Даже не ошибка. Отцовское путешествие в таинственную историю аутизма - Пол Коллинз
Шрифт:
Интервал:
Закладка:
Хорошего приема книга не получила. Рассуждения казались настолько смехотворными, выходящими за рамки логики и здравого смысла, что были скорее не агрессивно отвергнуты, а осмеяны. Карикатурное впечатление усугублялось настойчивыми заявлениями Монбоддо о наличии хвостатых людей: когда-то у людей были хвосты, да и поныне в некоторых отдаленных землях такие люди остались. «Хвостатые люди существуют, – уверял Монбоддо. – Многие, я знаю, не поверят в это по тем же соображениям, по которым не верят, что орангутанг – это человек».
Карикатуры с изображением хвостатых людей отныне преследовали Монбоддо, а Сэмюэл Джонсон отпустил такое элегантное замечание: «У многих людей бывают какие-то странные представления, но они их скрывают. Если у человека есть хвостик – он будет его прятать; Монбоддо же отстаивает свой хвост не менее рьяно, чем если бы это делала белка». Проблема состояла в том, что теория Монбоддо не могла объяснить, каким образом вид мог со временем эволюционировать. Что еще хуже, автор насытил свою работу байками про русалок, собакоголовых людей, про других фантастических существ, описанных классическими авторами. Почитание греков и римлян привело его к нелепым заблуждениям.
В моменты наибольшей «параноидальности» Монбоддо подозревал, что повитухи втайне отрезают младенцам хвостики, чтобы скрыть истинную близость обезьяны к человеку. А Мальчик-дикарь, уверял он в письме к другу, который также посещал Питера, призван «обогатить идеи о нашем виде знанием более истинным, чем можно почерпнуть из всех современных книг, вместе взятых». Убежденный в своей правоте, Монбоддо умер в 1799 году, а мир остался ждать прихода Дарвина.

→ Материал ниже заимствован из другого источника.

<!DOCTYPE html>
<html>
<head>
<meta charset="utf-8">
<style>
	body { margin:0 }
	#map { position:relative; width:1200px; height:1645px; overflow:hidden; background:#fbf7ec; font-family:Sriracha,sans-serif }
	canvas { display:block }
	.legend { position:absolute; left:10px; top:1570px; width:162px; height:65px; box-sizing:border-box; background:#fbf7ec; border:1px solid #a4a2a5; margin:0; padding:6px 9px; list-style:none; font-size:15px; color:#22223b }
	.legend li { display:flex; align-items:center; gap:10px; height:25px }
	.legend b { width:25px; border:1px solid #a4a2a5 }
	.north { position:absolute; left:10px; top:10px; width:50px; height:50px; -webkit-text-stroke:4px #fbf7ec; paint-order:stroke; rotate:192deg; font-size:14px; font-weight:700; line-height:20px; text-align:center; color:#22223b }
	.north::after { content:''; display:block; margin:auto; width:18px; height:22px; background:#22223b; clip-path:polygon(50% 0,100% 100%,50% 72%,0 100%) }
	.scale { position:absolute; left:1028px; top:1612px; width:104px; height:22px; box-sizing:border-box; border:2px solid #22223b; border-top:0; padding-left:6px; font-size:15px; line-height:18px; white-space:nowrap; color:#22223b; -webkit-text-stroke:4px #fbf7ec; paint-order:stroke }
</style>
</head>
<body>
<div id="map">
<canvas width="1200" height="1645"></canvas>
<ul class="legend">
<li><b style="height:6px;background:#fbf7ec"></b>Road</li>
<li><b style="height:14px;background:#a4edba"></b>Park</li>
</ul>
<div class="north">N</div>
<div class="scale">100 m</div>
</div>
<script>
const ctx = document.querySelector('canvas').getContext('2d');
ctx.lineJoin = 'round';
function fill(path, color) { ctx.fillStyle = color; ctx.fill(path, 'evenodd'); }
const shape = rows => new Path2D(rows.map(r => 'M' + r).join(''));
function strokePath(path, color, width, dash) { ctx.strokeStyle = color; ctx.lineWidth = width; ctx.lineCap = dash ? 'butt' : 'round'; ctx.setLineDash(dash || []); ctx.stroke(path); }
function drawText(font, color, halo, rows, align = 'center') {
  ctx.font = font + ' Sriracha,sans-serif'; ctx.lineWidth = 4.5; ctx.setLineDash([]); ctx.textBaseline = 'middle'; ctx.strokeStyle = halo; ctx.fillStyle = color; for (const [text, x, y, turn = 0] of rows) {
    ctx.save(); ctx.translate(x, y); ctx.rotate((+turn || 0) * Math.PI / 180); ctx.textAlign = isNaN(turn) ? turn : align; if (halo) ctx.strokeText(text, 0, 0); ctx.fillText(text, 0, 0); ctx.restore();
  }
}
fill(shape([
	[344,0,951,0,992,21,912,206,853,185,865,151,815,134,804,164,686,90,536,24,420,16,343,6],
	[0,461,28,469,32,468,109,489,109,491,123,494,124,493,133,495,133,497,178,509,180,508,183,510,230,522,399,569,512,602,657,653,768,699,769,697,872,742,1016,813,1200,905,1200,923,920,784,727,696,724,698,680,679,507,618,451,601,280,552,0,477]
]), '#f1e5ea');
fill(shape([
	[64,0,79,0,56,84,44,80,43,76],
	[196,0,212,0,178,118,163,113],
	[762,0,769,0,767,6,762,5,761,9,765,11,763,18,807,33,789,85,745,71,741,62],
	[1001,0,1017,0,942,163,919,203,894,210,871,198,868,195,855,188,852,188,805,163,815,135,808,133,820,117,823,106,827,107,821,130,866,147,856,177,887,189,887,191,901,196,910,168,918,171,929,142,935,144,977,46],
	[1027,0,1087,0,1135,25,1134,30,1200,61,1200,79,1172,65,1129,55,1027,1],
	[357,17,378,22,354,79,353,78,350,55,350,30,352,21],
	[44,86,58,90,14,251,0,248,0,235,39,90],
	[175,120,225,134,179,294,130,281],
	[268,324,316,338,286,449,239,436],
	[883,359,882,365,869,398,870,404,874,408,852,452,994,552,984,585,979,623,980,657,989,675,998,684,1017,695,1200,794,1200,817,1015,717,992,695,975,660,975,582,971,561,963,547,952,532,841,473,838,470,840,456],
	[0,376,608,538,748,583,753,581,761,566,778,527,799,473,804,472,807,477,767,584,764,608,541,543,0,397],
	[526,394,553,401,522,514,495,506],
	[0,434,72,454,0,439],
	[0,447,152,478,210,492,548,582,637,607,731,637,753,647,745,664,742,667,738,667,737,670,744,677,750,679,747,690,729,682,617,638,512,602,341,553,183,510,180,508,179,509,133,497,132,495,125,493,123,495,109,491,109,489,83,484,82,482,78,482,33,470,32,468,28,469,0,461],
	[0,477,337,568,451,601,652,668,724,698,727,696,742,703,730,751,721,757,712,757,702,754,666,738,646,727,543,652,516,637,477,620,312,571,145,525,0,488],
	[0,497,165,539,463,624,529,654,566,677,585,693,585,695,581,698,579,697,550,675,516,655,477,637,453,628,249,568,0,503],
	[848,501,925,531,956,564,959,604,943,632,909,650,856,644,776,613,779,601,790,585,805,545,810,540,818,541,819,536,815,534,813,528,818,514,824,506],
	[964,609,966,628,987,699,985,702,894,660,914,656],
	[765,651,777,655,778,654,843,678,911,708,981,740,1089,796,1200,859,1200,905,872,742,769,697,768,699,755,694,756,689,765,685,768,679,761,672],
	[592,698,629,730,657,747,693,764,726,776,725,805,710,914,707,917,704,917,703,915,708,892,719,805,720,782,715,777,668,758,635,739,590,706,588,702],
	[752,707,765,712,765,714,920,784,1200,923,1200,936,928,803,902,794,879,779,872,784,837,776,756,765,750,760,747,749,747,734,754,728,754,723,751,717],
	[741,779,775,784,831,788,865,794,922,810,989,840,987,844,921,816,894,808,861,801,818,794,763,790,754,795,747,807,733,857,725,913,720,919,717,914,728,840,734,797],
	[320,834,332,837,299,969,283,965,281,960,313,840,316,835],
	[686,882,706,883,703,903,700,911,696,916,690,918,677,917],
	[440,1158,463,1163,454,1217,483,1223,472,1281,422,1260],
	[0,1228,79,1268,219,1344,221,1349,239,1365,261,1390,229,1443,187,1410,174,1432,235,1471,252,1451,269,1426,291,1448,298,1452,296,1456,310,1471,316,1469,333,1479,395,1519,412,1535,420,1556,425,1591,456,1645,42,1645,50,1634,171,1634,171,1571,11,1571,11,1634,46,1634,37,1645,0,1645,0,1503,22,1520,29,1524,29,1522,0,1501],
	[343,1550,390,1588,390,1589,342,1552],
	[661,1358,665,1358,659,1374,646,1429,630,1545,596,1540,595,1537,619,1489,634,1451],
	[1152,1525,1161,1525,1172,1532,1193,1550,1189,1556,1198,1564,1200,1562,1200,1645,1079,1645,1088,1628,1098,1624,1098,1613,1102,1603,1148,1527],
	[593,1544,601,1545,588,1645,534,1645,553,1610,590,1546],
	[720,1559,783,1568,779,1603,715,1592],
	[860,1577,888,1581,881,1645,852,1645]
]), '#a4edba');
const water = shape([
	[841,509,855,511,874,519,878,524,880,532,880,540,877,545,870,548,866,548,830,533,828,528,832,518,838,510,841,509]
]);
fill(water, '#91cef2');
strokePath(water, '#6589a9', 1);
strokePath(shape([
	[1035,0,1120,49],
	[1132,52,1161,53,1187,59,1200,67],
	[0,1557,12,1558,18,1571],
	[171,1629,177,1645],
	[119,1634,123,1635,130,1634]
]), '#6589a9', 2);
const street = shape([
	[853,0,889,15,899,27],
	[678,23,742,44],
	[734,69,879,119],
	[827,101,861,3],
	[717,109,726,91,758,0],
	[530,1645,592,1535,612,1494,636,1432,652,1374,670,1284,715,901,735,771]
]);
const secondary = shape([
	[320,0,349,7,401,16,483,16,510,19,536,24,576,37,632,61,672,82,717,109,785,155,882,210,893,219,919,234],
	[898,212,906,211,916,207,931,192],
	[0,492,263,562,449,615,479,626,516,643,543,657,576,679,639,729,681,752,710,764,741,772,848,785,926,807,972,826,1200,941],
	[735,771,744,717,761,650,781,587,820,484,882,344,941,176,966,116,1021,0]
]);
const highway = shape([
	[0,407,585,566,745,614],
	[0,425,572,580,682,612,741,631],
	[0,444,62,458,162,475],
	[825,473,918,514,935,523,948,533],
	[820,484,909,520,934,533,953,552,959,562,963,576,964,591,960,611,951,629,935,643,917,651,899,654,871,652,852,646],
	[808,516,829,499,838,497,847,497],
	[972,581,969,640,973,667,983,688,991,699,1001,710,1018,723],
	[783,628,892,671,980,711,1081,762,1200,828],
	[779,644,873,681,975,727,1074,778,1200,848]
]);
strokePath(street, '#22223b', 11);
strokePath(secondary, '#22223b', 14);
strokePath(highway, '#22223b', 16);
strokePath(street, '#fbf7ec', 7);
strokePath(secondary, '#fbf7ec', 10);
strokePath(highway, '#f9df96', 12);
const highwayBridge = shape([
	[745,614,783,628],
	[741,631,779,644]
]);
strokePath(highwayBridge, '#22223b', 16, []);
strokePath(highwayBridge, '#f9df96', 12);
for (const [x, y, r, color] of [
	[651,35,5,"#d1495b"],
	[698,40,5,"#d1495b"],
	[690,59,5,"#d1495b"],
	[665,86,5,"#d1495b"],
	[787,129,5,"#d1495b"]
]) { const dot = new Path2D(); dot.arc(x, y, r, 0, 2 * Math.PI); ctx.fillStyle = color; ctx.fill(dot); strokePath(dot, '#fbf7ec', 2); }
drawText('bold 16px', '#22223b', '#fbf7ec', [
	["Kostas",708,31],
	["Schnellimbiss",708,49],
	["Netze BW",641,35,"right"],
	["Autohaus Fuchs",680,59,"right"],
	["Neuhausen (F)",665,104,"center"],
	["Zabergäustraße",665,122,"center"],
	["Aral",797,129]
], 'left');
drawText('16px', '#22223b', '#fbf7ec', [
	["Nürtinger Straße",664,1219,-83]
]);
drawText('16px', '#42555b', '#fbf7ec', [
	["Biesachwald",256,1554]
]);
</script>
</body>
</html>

Если в Британии Монбоддо был осмеян, то в континентальной Европе он нашел одного последователя, серьезно подошедшего к его работе о Питере и орангутангах. К 1782 году Иоганн Блюменбах, тогда еще тридцатилетний, уже в течение нескольких лет был профессором медицины в Университете Геттингена, бывшей альма-матер Монбоддо. Но если о Монбоддо постепенно забывали, то репутация Блюменбаха с годами росла, и его учебники по физиологии пользовались большой популярностью. Он приезжал в Лондон, и принц-регент настолько впечатлился выдающимся доктором, что предложил Блюменбаху должность семейного королевского врача в Ганновере – должность, которую раньше занимал доктор Эрбатнот. Как и его предшественник, Блюменбах был поражен случаем загадочного Мальчика-дикаря из Гамельна.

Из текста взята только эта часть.